* ASSIGNED TASK:
Please copy every line from the following entries in which the word "nodes" appears.

* Stored data:

* * *

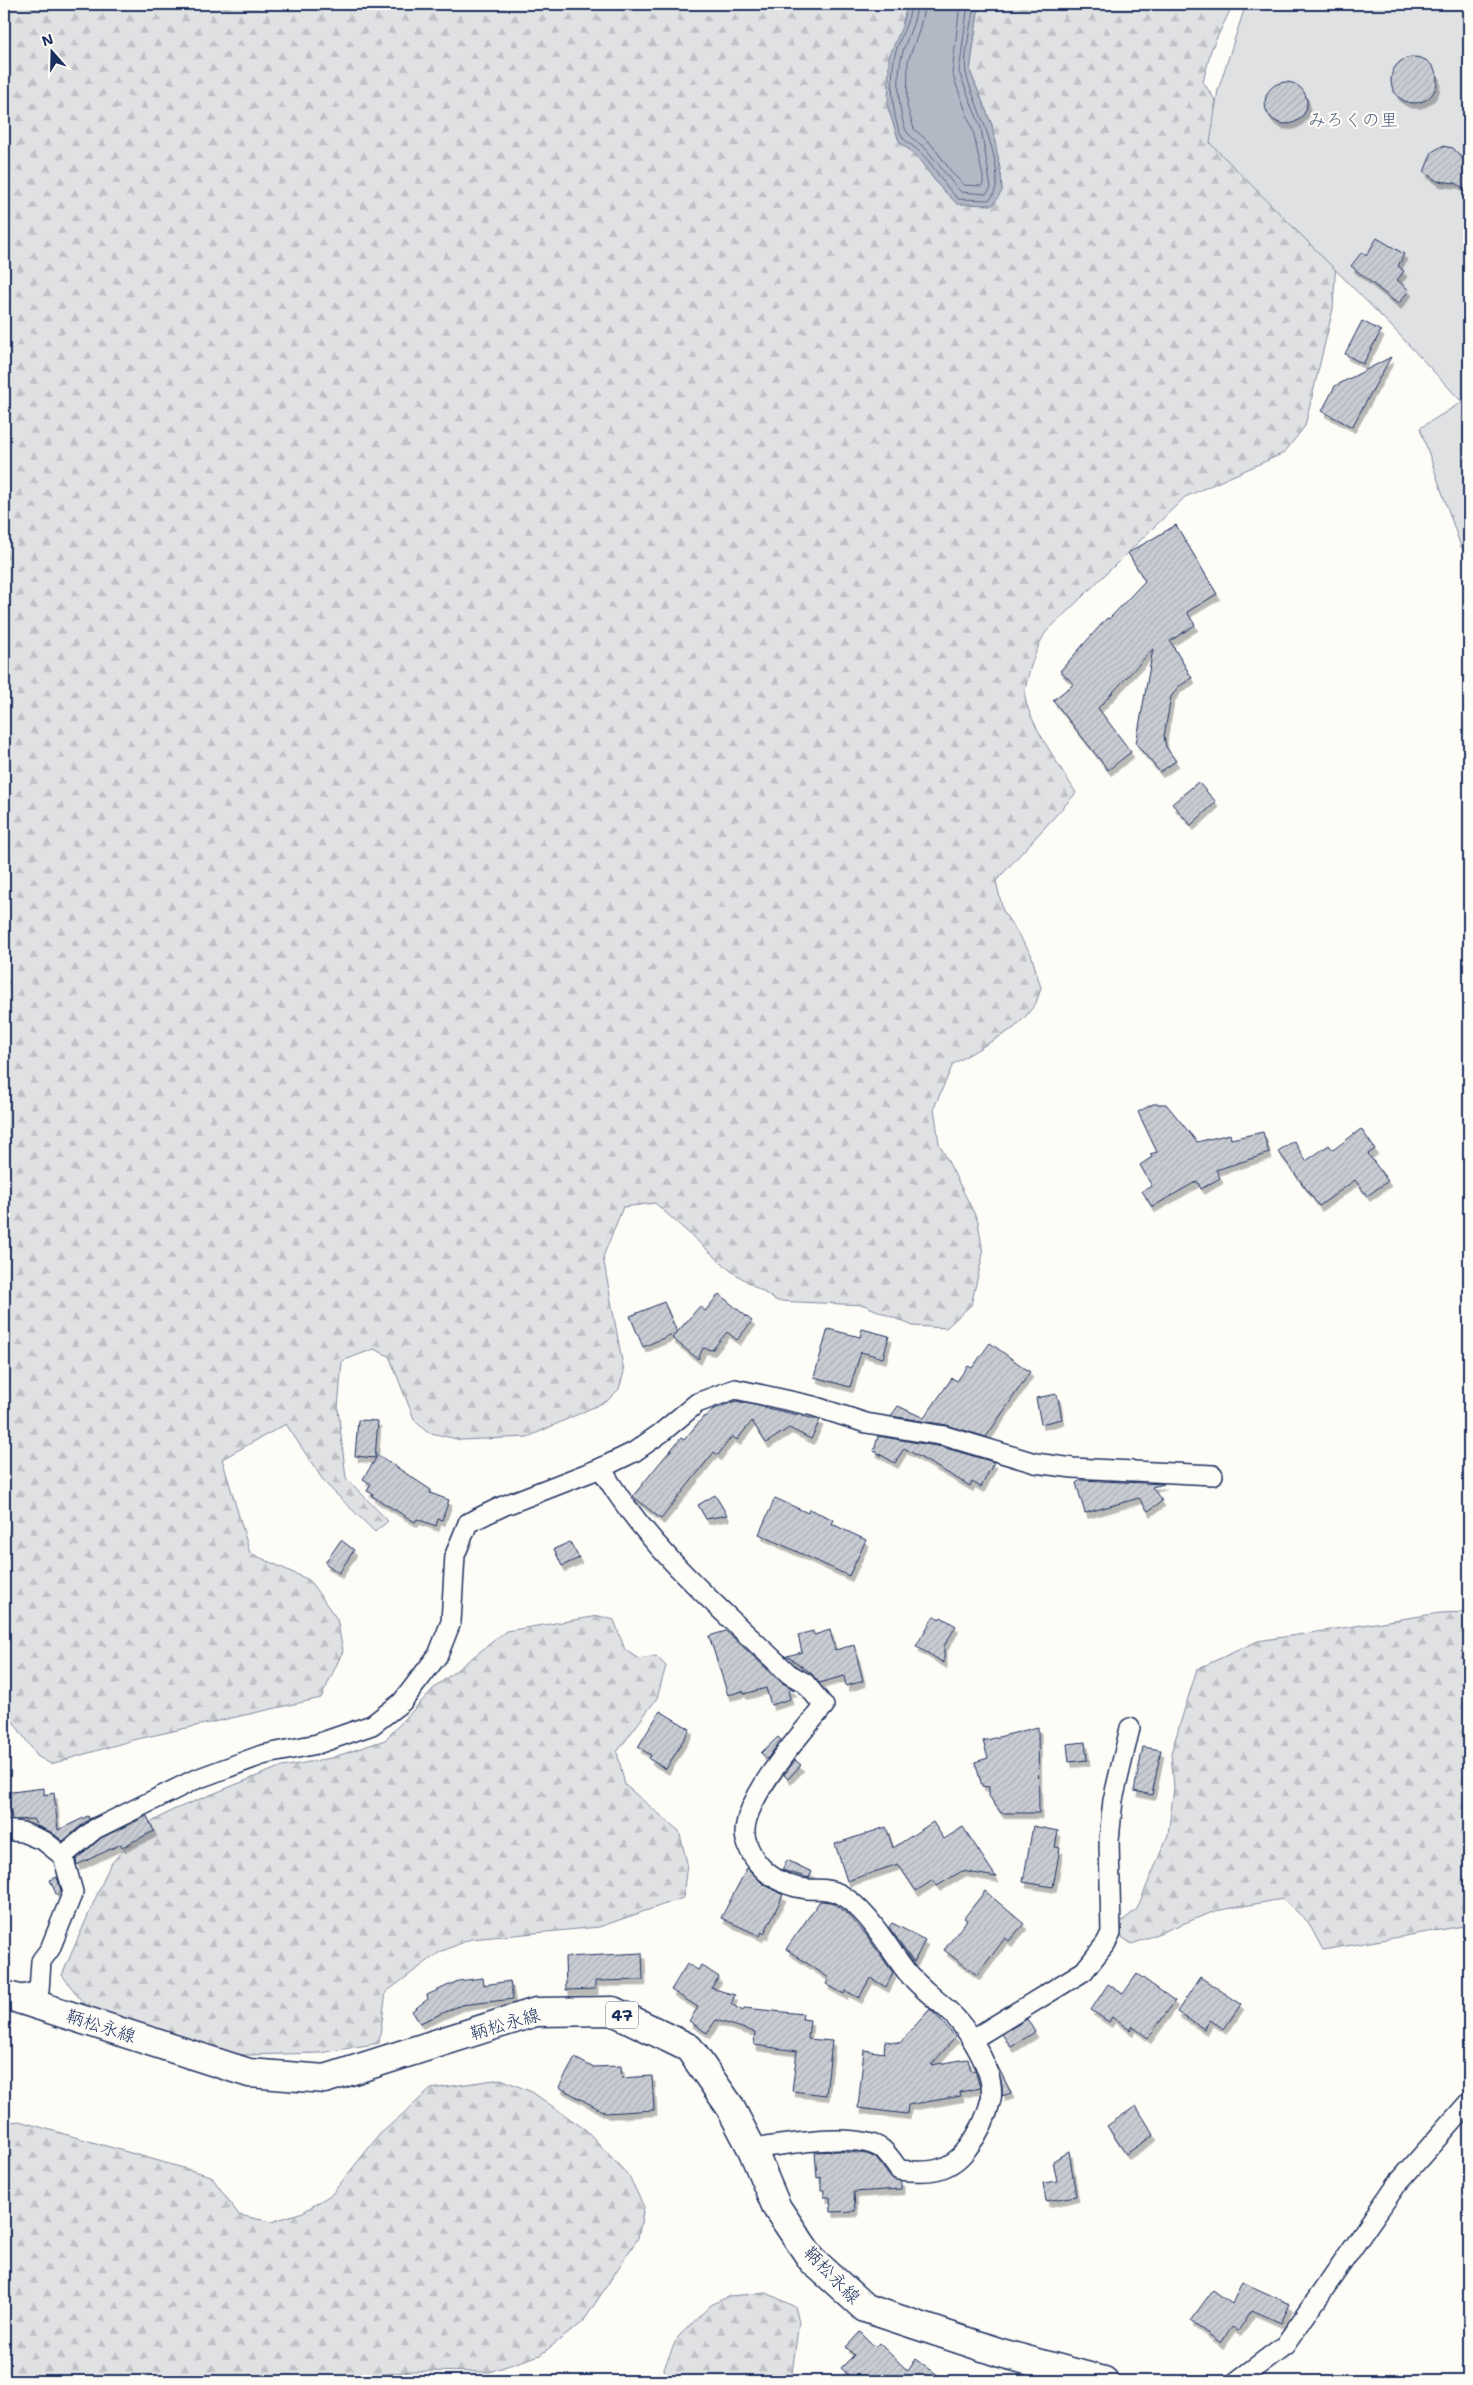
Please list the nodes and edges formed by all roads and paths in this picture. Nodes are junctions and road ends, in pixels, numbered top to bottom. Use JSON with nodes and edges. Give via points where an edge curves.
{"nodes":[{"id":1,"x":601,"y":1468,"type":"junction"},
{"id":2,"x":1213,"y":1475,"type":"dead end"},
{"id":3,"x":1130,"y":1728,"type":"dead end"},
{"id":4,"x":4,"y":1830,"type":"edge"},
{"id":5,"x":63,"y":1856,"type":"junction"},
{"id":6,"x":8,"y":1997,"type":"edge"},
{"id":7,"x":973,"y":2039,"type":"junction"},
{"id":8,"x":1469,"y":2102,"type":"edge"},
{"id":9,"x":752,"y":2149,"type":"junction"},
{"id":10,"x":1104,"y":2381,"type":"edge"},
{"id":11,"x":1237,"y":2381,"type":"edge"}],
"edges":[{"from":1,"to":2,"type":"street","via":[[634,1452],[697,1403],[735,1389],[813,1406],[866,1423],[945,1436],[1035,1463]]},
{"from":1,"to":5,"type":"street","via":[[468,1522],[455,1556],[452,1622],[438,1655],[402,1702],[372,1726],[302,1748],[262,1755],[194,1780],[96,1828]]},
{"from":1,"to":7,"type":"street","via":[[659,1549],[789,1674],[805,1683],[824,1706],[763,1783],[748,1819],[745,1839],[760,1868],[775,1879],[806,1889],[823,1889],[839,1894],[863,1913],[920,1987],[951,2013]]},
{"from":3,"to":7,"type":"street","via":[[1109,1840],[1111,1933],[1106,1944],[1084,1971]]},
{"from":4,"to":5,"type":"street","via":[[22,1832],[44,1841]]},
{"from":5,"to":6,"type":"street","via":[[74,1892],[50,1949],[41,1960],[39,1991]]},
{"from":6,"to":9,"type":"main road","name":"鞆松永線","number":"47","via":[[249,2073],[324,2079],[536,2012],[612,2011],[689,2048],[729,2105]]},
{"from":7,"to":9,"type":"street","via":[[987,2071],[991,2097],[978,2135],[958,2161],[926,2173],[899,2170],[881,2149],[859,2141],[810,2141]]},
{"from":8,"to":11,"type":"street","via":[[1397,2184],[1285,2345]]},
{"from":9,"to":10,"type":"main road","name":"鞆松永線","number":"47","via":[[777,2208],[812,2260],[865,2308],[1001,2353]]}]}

* * *

* RESPONSE TO THIS TASK:
Please list the nodes and edges formed by all roads and paths in this picture. Nodes are junctions and road ends, in pixels, numbered top to bottom. Use JSON with nodes and edges. Give via points where an edge curves.
{"nodes":[{"id":1,"x":601,"y":1468,"type":"junction"},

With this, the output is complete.